Term Paper # 14. Effect of Rising CO2 Levels on Crops:
Usually CO2 impacts on insects are thought to be indirect as impact on insect damage result from changes in the host crop. It has been observed that the soyabean grown in elevated CO2 atmosphere had 57 per cent more damage from insects than those grown in present day atmosphere. It is assumed that measured increases in the level of simple sugars in the soyabean level may have stimulated the additional insects feeding.
Recently, free air gas concentration enrichment (FACE) technology was used to create an atmosphere with CO2 and O2 concentration similar to what climate change models predict for the middle of the 21st century. Researchers have observed that insects sometimes feed more in leaves that have a lowered nitrogen content in order to obtain sufficient nitrogen for their metabolism. Increased carbon to nitrogen ratios in plant tissue resulting from increased CO2 levels may slow insect development and increase the length of life stages vulnerable to attack by parasitoids.
Effect on Farmers:
As entomologists expect that insects will expand their geographic range and increase reproduction rates along with over wintering success, farmers will confront more types and higher number of insects to manage. This in turn means more round of insecticide spray as compared to the present time. Moreover, some classes of pesticide e.g. pyrethroids and spinosad have been shown to be less effective in controlling insects at higher temperatures.
With more insecticide applications being predicted, the probability of applying a given insecticide in a season will increase and hence the risk of developing insecticide resistance is catapulted.
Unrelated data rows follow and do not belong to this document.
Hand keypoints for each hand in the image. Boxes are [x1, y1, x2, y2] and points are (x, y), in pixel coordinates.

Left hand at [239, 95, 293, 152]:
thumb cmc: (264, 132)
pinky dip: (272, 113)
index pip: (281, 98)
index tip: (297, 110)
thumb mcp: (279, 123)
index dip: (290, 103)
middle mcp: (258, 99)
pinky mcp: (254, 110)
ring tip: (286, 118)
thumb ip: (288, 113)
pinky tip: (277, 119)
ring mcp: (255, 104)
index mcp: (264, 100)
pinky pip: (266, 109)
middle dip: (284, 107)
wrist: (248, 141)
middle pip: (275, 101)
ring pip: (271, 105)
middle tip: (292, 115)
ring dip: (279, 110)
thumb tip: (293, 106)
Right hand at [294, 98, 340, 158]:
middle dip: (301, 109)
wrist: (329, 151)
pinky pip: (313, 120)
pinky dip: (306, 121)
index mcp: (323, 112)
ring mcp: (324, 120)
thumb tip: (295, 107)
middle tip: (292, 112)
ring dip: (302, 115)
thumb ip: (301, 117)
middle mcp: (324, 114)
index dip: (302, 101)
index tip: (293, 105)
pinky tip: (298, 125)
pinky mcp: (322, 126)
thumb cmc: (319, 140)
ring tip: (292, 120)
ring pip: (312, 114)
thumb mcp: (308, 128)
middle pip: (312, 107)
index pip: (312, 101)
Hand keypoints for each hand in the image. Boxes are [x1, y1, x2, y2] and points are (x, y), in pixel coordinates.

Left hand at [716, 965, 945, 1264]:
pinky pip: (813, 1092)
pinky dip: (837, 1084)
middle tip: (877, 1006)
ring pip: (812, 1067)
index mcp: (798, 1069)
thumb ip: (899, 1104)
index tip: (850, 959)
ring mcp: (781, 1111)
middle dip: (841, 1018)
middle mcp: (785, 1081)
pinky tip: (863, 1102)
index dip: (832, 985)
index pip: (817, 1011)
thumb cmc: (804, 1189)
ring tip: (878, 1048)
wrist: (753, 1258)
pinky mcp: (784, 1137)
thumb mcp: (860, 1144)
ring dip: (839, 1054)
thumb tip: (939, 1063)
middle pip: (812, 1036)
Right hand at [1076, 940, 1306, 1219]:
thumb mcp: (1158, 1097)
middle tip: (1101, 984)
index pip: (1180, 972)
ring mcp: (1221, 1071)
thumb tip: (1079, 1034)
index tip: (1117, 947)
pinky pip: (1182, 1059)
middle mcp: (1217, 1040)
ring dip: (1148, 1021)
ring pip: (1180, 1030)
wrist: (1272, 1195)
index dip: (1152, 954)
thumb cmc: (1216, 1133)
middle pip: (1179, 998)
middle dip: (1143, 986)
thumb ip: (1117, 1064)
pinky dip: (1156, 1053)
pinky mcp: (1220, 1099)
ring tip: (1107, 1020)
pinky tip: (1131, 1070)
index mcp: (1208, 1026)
Cultural practices adopted by the farmers will also undergo certain changes.
For example, using crop rotation as an insect management strategy could be less effective with earlier insect arrival or increased over wintering of insects. Row covers used for insect exclusion might have to be removed earlier to prevent crop damage by excessive temperature under the covers.
Term Paper # 15. Remarks on the Impact of Climate Change on Crops:
Climate change effects are challenging to investigate but are potentially of great importance. Hence, the topic has been reviewed and researched upon, continuously. Increased focus has been diverted towards how a changing environment affects evolution of pest and several question have cropped up – which pest characteristics (such as, frequency of generation and proportion of sexual reproduction) affect the rate of adaptation in both host and pest population?
Are invasive plant species better able to adapt to climate change and move to new areas rapidly, leaving the pest behind? Keeping these questions at the back drop, it is known that climate change will alter the suitability of crops and other plants for certain locations.
However, information gathered so far has been fragmented and a comprehensive analysis of climate change impact on biotic stress is limiting with the present knowledge base. Apart from the technical constraints, the most significant bottleneck to climate change impact assessment is the inability to predict how technological and socioeconomic forces will interact with atmospheric, climate and biological factors to shape the future agriculture.
The land use pattern change in response to market demands, transgenic technology and new chemicals for pest management are perhaps more priority area in agricultural research, but climate change and climate variability add another layer of complexity and uncertainty onto a system that is already exceedingly difficult to manage.